** WORK ITEM **
Write out the entries exactly, pictures excluded.

** INFORMATION PROVIDED **
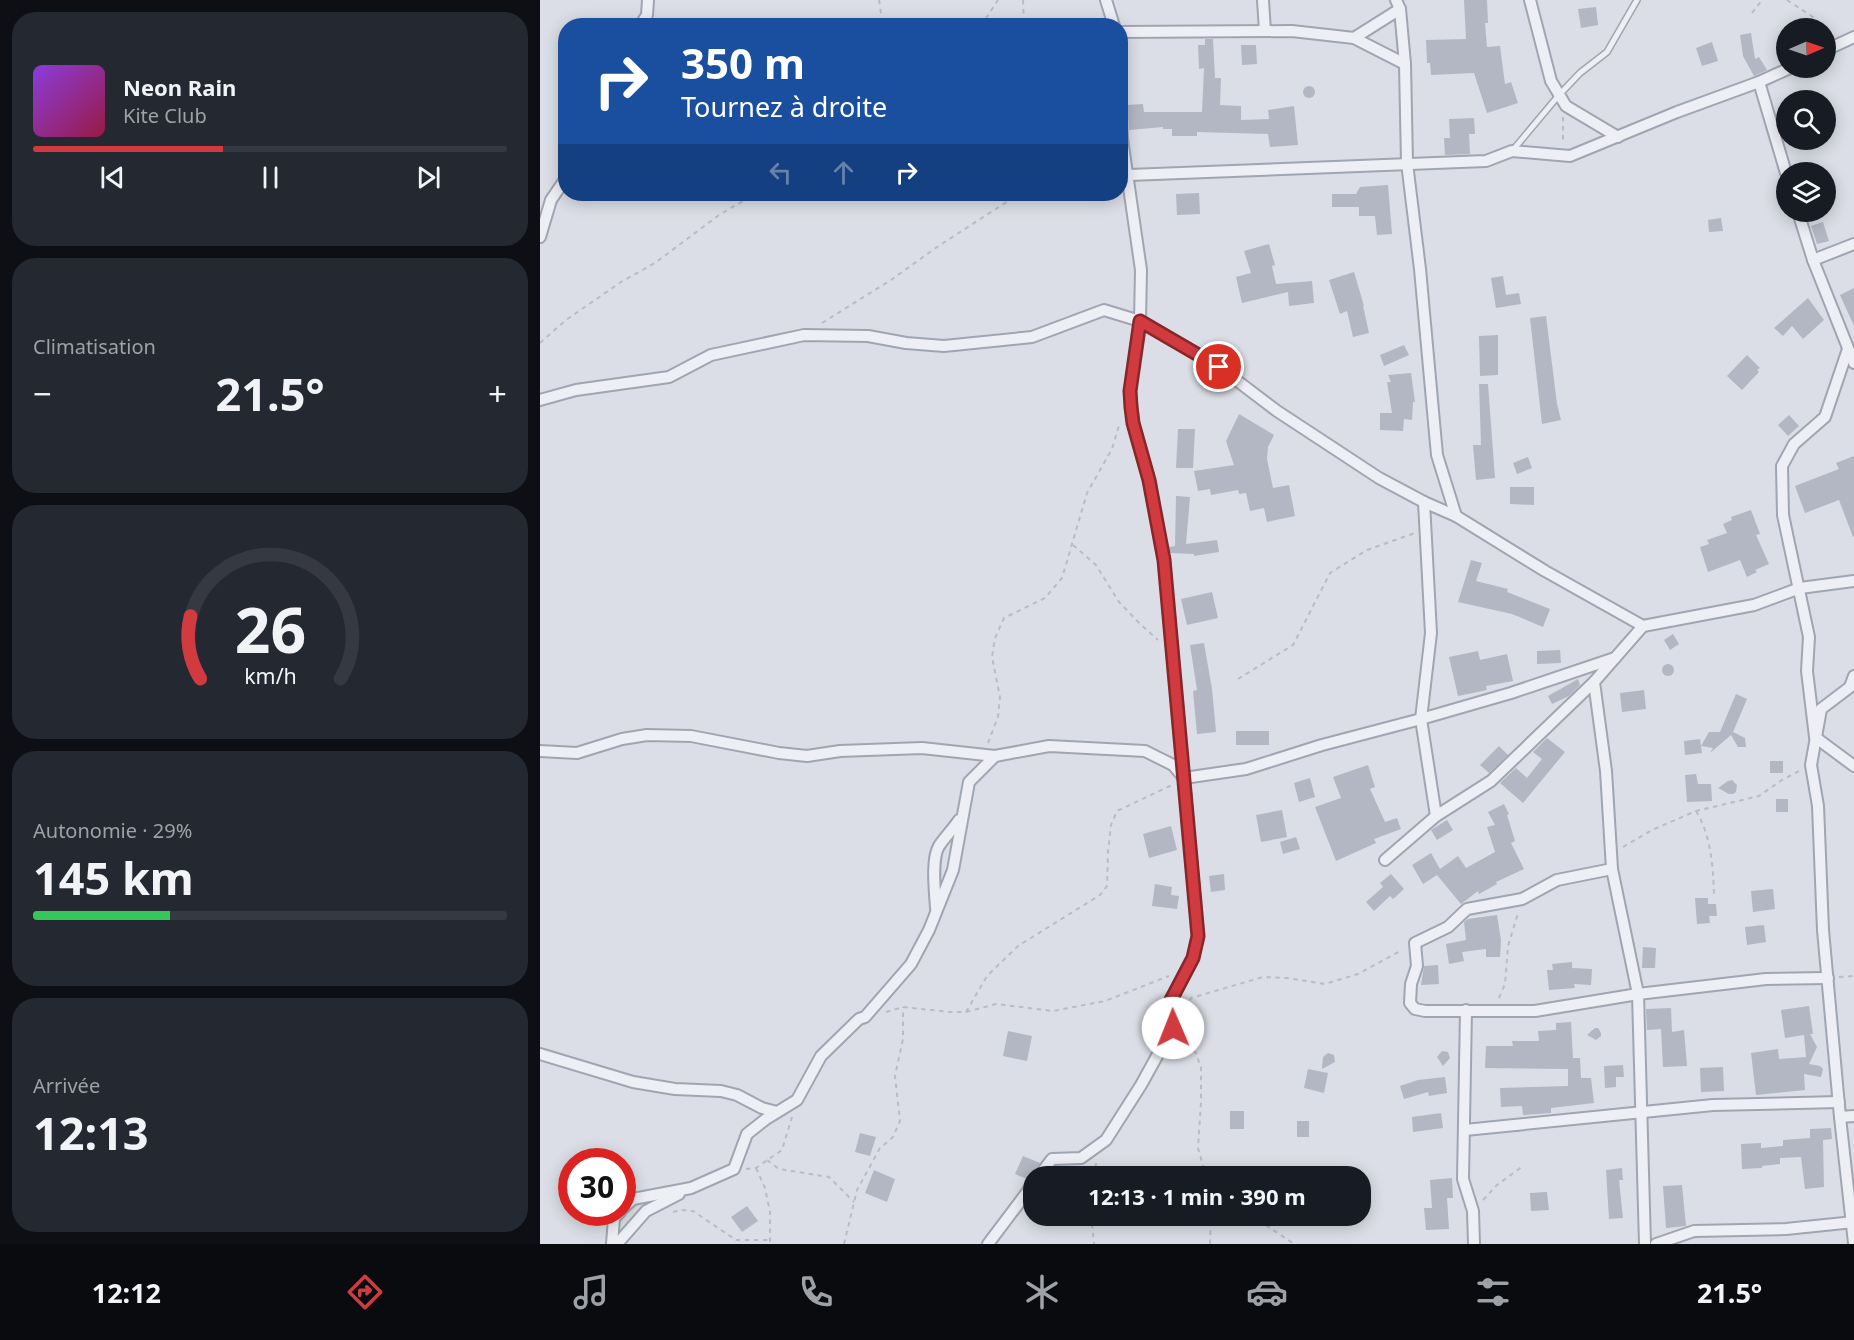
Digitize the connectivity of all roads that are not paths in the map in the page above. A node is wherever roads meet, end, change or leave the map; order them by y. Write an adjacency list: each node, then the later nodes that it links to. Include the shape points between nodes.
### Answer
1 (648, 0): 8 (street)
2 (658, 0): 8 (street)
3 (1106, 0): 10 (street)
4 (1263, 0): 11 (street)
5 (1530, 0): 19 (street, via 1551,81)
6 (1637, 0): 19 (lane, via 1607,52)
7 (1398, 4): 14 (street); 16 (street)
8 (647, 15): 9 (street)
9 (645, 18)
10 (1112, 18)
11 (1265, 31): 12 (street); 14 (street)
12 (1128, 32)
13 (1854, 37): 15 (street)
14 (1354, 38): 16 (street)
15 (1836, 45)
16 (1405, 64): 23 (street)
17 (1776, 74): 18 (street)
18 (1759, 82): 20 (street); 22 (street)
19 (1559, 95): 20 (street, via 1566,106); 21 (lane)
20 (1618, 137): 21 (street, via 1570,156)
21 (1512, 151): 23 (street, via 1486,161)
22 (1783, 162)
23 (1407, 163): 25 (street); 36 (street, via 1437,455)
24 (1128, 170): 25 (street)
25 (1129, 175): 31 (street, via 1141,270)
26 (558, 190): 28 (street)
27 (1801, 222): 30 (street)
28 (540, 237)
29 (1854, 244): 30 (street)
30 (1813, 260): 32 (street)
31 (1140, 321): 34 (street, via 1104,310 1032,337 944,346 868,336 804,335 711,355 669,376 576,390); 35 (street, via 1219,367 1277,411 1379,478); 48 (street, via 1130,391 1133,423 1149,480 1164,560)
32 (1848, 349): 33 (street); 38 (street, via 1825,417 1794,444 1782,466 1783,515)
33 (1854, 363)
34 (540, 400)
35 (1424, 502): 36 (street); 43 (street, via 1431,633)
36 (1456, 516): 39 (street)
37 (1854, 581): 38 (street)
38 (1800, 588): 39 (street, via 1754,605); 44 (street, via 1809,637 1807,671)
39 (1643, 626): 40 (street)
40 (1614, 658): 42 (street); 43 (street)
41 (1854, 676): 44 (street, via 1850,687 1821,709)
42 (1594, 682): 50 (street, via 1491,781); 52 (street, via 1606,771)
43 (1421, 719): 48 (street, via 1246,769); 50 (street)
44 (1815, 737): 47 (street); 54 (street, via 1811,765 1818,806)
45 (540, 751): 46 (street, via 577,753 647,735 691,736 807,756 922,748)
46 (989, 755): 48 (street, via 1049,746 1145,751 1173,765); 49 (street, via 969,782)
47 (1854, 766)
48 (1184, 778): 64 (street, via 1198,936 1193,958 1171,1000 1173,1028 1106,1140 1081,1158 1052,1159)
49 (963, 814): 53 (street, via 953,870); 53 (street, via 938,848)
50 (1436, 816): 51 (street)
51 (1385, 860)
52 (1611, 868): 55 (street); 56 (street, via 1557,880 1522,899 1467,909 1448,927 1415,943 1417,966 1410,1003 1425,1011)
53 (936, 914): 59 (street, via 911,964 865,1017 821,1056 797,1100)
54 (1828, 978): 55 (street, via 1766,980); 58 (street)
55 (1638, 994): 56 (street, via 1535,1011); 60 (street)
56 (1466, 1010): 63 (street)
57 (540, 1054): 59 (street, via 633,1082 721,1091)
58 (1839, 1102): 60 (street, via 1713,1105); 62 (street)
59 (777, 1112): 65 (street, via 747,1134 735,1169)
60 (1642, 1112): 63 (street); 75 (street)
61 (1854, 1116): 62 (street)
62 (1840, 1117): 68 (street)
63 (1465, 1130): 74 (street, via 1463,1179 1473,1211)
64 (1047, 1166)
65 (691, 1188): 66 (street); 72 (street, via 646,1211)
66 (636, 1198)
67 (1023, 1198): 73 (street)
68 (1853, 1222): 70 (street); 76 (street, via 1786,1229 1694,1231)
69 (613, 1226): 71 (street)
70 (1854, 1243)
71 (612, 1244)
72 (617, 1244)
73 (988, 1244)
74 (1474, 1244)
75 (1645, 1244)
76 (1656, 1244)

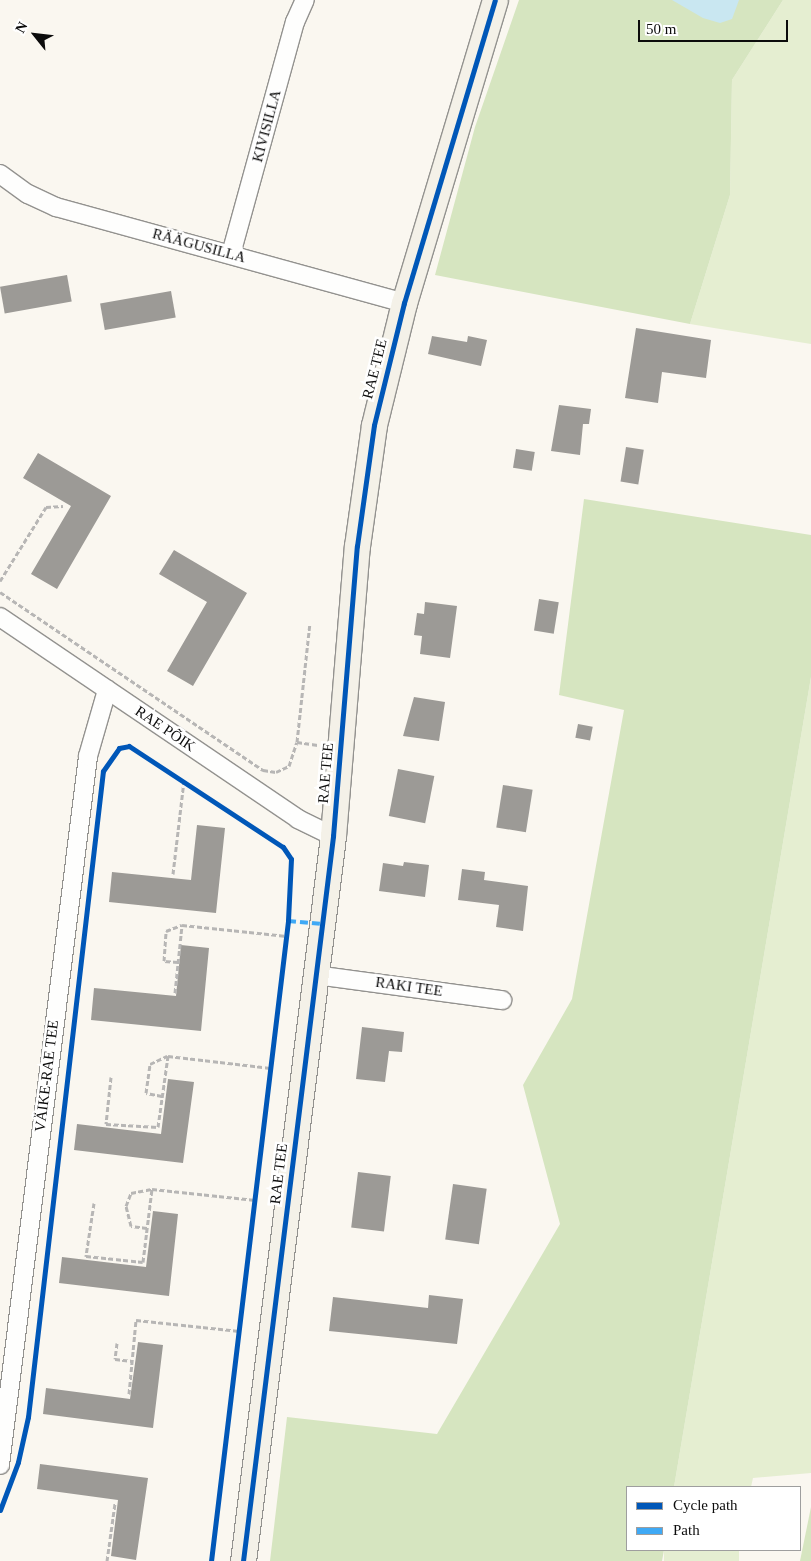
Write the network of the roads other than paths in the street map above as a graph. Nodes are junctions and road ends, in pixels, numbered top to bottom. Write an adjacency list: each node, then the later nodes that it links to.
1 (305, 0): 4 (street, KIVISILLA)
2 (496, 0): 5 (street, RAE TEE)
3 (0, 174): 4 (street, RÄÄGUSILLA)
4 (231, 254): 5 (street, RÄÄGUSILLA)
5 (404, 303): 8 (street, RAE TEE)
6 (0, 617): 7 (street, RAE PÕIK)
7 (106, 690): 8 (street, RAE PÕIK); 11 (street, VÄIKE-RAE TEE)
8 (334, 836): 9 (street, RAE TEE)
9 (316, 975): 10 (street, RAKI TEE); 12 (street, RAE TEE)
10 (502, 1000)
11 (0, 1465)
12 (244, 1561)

** WRITTEN REPLY **
Digitize the connectivity of all roads that are not paths in the map in the page above. A node is wherever roads meet, end, change or leave the map; order them by y. Write an adjacency list: each node, then the later nodes that it links to. Include the shape points between nodes.
### Answer
1 (648, 0): 8 (street)
2 (658, 0): 8 (street)
3 (1106, 0): 10 (street)
4 (1263, 0): 11 (street)
5 (1530, 0): 19 (street, via 1551,81)
6 (1637, 0): 19 (lane, via 1607,52)
7 (1398, 4): 14 (street); 16 (street)
8 (647, 15): 9 (street)
9 (645, 18)
10 (1112, 18)
11 (1265, 31): 12 (street); 14 (street)
12 (1128, 32)
13 (1854, 37): 15 (street)
14 (1354, 38): 16 (street)
15 (1836, 45)
16 (1405, 64): 23 (street)
17 (1776, 74): 18 (street)
18 (1759, 82): 20 (street); 22 (street)
19 (1559, 95): 20 (street, via 1566,106); 21 (lane)
20 (1618, 137): 21 (street, via 1570,156)
21 (1512, 151): 23 (street, via 1486,161)
22 (1783, 162)
23 (1407, 163): 25 (street); 36 (street, via 1437,455)
24 (1128, 170): 25 (street)
25 (1129, 175): 31 (street, via 1141,270)
26 (558, 190): 28 (street)
27 (1801, 222): 30 (street)
28 (540, 237)
29 (1854, 244): 30 (street)
30 (1813, 260): 32 (street)
31 (1140, 321): 34 (street, via 1104,310 1032,337 944,346 868,336 804,335 711,355 669,376 576,390); 35 (street, via 1219,367 1277,411 1379,478); 48 (street, via 1130,391 1133,423 1149,480 1164,560)
32 (1848, 349): 33 (street); 38 (street, via 1825,417 1794,444 1782,466 1783,515)
33 (1854, 363)
34 (540, 400)
35 (1424, 502): 36 (street); 43 (street, via 1431,633)
36 (1456, 516): 39 (street)
37 (1854, 581): 38 (street)
38 (1800, 588): 39 (street, via 1754,605); 44 (street, via 1809,637 1807,671)
39 (1643, 626): 40 (street)
40 (1614, 658): 42 (street); 43 (street)
41 (1854, 676): 44 (street, via 1850,687 1821,709)
42 (1594, 682): 50 (street, via 1491,781); 52 (street, via 1606,771)
43 (1421, 719): 48 (street, via 1246,769); 50 (street)
44 (1815, 737): 47 (street); 54 (street, via 1811,765 1818,806)
45 (540, 751): 46 (street, via 577,753 647,735 691,736 807,756 922,748)
46 (989, 755): 48 (street, via 1049,746 1145,751 1173,765); 49 (street, via 969,782)
47 (1854, 766)
48 (1184, 778): 64 (street, via 1198,936 1193,958 1171,1000 1173,1028 1106,1140 1081,1158 1052,1159)
49 (963, 814): 53 (street, via 953,870); 53 (street, via 938,848)
50 (1436, 816): 51 (street)
51 (1385, 860)
52 (1611, 868): 55 (street); 56 (street, via 1557,880 1522,899 1467,909 1448,927 1415,943 1417,966 1410,1003 1425,1011)
53 (936, 914): 59 (street, via 911,964 865,1017 821,1056 797,1100)
54 (1828, 978): 55 (street, via 1766,980); 58 (street)
55 (1638, 994): 56 (street, via 1535,1011); 60 (street)
56 (1466, 1010): 63 (street)
57 (540, 1054): 59 (street, via 633,1082 721,1091)
58 (1839, 1102): 60 (street, via 1713,1105); 62 (street)
59 (777, 1112): 65 (street, via 747,1134 735,1169)
60 (1642, 1112): 63 (street); 75 (street)
61 (1854, 1116): 62 (street)
62 (1840, 1117): 68 (street)
63 (1465, 1130): 74 (street, via 1463,1179 1473,1211)
64 (1047, 1166)
65 (691, 1188): 66 (street); 72 (street, via 646,1211)
66 (636, 1198)
67 (1023, 1198): 73 (street)
68 (1853, 1222): 70 (street); 76 (street, via 1786,1229 1694,1231)
69 (613, 1226): 71 (street)
70 (1854, 1243)
71 (612, 1244)
72 (617, 1244)
73 (988, 1244)
74 (1474, 1244)
75 (1645, 1244)
76 (1656, 1244)

Write the network of the roads other than paths in the street map above as a graph. Nodes are junctions and road ends, in pixels, numbered top to bottom. Write an adjacency list: each node, then the later nodes that it links to.
1 (305, 0): 4 (street, KIVISILLA)
2 (496, 0): 5 (street, RAE TEE)
3 (0, 174): 4 (street, RÄÄGUSILLA)
4 (231, 254): 5 (street, RÄÄGUSILLA)
5 (404, 303): 8 (street, RAE TEE)
6 (0, 617): 7 (street, RAE PÕIK)
7 (106, 690): 8 (street, RAE PÕIK); 11 (street, VÄIKE-RAE TEE)
8 (334, 836): 9 (street, RAE TEE)
9 (316, 975): 10 (street, RAKI TEE); 12 (street, RAE TEE)
10 (502, 1000)
11 (0, 1465)
12 (244, 1561)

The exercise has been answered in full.